Saturday, February 26, 2011

HISTÓRIAS DE JORGE RAPOSO


MISTÉRIOS

Jorge e Vanessa estavam passando o fim de semana na casa da Prainha. Nenhum dos filhos e netos quis acompanha-los. Eles já estavam enjoados dos fins de semana na praia. Somente o Leluli ainda gostava, nessa época.

A moça havia descido até a praia e já estava demorando um bocado. Talvez ela tivesse ido comprar peixe fresco, de que tango gostava. Ele não esperou mais e resolveu tomar um pouco de vinho tinto e comer umas poucas castanhas de caju. Aparentemente ele se excedeu e, após a terceira taça estava sonolento. Jorge nunca combatia esses pequenos ataques de sono. Continuava a dormir pouco e aproveitava qualquer horário em que tivesse sono para tentar recuperar o que vinha sistematicamente perdendo. Até onde iria isso ele não tinha a menor idéia.(...)


Durante esse sono promovido pelo vinho ele teve alguns pequenos sonhos dos quais somente de alguns ele lembrava. Sonhou com suas tias maternas percebendo o quanto elas tinham comportamento diferente de suas tias do lado de seu pai. Quase todas elas foram acostumadas a ir a Igreja mesmo que fosse sem ter muita fé. As tias maternas, pelo menos as duas mais velhas participavam de congregações e associações ligadas à Igreja e eram amigas do padre.

Sua tia mais velha era casada com o Titio, pois era assim que todos os seus sobrinhos, pelo menos os filhos da mãe de Jorge, o chamavam. Ele era uma pessoa adorável e gostava muito de todos os netos. Jorge e sua irmã imediatamente antes dele, viviam na loja do tio a mexer e a surrupiar latinhas de leite condensado que, após serem esvaziadas eram retornadas à caixa que as continha. O tio, muitos anos depois, dizia para eles que via tudo e só fazia sorrir. Eles moravam em uma casa grande de esquina e com uma área ajardinada. O casal não tinha filhos, mas criava uma mocinha, a Rita que, bem mais tarde casou com o Chico que morava no Alto dos Pescadores e tinha uma bodega no mercado.

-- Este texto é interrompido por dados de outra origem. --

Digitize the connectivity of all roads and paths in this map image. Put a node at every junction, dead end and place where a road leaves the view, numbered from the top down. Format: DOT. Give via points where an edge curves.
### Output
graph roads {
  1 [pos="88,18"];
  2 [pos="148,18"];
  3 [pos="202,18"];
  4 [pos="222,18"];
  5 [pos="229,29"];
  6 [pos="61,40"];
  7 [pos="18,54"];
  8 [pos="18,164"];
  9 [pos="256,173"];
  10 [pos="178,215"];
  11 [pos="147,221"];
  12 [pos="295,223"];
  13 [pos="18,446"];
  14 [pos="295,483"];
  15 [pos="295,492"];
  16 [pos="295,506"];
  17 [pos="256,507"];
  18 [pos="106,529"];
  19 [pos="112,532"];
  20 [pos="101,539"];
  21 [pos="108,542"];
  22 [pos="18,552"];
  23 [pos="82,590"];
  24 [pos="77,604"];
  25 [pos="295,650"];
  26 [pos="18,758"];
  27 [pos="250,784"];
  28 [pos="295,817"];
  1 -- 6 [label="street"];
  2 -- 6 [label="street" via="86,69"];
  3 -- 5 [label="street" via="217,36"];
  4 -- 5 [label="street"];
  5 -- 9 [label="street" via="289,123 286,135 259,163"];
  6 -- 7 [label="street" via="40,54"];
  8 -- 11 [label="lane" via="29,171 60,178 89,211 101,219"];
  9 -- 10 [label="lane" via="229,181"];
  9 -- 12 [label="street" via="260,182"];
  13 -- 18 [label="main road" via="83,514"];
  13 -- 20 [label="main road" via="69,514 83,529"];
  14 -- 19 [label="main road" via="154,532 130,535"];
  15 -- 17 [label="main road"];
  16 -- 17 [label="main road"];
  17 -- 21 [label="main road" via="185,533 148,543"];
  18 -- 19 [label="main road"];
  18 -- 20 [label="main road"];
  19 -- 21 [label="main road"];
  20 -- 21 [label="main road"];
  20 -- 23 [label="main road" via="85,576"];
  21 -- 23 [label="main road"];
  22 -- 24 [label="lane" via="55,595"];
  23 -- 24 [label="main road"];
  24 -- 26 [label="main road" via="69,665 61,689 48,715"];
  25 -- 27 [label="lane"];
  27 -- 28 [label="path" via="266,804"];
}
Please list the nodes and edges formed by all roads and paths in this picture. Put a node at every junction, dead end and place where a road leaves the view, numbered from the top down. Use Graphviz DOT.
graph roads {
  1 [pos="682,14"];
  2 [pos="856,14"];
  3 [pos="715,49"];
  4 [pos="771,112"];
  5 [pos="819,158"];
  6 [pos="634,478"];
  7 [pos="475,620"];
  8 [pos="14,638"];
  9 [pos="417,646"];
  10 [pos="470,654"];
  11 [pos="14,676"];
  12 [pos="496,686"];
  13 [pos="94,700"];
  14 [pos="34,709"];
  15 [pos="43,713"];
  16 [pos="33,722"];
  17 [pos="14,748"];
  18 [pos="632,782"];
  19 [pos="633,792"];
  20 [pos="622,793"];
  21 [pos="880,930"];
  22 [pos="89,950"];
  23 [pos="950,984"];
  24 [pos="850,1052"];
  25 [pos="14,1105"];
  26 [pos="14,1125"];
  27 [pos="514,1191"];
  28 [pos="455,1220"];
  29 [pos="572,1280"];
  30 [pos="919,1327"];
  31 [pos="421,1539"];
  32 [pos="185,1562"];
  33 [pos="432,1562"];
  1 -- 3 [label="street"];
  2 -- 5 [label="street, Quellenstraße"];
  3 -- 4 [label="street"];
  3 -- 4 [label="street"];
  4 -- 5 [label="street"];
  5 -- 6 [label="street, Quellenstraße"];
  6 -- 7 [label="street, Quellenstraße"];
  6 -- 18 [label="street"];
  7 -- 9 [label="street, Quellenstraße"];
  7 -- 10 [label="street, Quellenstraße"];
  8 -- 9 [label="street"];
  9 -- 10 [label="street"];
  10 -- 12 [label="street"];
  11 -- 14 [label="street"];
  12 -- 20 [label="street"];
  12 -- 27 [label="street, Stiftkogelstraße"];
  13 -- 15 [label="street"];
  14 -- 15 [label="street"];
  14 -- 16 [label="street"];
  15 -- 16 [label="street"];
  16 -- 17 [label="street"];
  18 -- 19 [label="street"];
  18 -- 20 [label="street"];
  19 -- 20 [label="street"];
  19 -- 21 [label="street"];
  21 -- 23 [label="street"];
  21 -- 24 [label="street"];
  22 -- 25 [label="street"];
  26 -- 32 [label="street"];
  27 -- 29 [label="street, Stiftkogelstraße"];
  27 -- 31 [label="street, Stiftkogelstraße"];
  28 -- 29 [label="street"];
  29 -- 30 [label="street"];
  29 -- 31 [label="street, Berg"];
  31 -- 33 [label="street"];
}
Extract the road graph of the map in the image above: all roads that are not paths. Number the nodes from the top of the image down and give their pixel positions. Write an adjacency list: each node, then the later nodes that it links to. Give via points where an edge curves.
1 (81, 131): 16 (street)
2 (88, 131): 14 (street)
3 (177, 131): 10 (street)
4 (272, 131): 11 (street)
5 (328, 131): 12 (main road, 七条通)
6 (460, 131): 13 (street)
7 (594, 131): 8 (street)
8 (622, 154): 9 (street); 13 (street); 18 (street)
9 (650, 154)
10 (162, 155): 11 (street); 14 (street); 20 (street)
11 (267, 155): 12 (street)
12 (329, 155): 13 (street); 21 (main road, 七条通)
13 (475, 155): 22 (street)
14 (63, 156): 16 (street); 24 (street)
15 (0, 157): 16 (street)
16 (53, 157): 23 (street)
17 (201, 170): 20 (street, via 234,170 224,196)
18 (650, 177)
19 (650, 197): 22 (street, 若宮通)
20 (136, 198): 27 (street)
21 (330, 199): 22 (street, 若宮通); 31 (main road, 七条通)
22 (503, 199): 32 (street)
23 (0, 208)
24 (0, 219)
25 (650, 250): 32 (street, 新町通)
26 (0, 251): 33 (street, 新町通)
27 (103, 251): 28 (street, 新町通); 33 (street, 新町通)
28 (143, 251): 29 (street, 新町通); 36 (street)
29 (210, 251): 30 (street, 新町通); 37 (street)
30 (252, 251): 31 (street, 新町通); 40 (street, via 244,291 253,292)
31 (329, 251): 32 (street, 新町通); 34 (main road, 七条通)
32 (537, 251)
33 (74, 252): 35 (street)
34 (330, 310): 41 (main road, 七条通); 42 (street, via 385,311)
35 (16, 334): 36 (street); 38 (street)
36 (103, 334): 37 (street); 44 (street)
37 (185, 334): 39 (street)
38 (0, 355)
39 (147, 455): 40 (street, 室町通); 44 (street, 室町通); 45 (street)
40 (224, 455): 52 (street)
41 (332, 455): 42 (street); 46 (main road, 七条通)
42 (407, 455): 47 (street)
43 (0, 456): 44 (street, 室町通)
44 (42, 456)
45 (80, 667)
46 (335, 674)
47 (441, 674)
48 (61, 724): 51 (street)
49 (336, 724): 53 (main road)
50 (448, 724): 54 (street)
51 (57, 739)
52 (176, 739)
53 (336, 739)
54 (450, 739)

As duas outras tias moravam com o casal. A mais velha das duas estava ficando a cada dia mais surda e, no final de sua vida não ouvia coisa alguma. Ela fazia renda em uma almofada de bilros por horas seguidas. Lia muito, jornais e literatura religiosa. Quando se sentava em frente à TV dizia sentir o cheiro das comedorias e doces que apareciam nas propagandas ou novelas. Ia todo santo dia, com seu passo claudicante, à Igreja assistir à missa ou somente rezar.

Certo dia essa tia estava arrumando uma mala, talvez fosse viajar e Jorge, muito criança, estava de pé ao lado dela observando a operação. Notava cada detalhe da movimentação e cada peça que a tia colocava na mala. Ora era um vestido, ora era uma combinação, um jogo de sabonete e pente e perfume. Ele reconhecia tudo. Subitamente seu olhar se dirige para alguma coisa que ele não reconhece, pois nunca havia visto nada igual. Eram dois pedaços de tecido branco unidos por tiras e, parecendo ter duas alças. Ele perguntou à tia:

-Tia o que é isso? Sua tia que ainda escutava razoavelmente respondeu-lhe:

-Jorginho, isto é um califom! E começou a rir. Ele ficou desconcertado com o riso espontâneo da tia e emudeceu adivinhando que ali era território proibido, com certeza.

Jorge acordou de seu sono com a chegada da moça carregando um pacote de papel de jornal com uma arabaiana que certamente ela iria preparar para logo mais.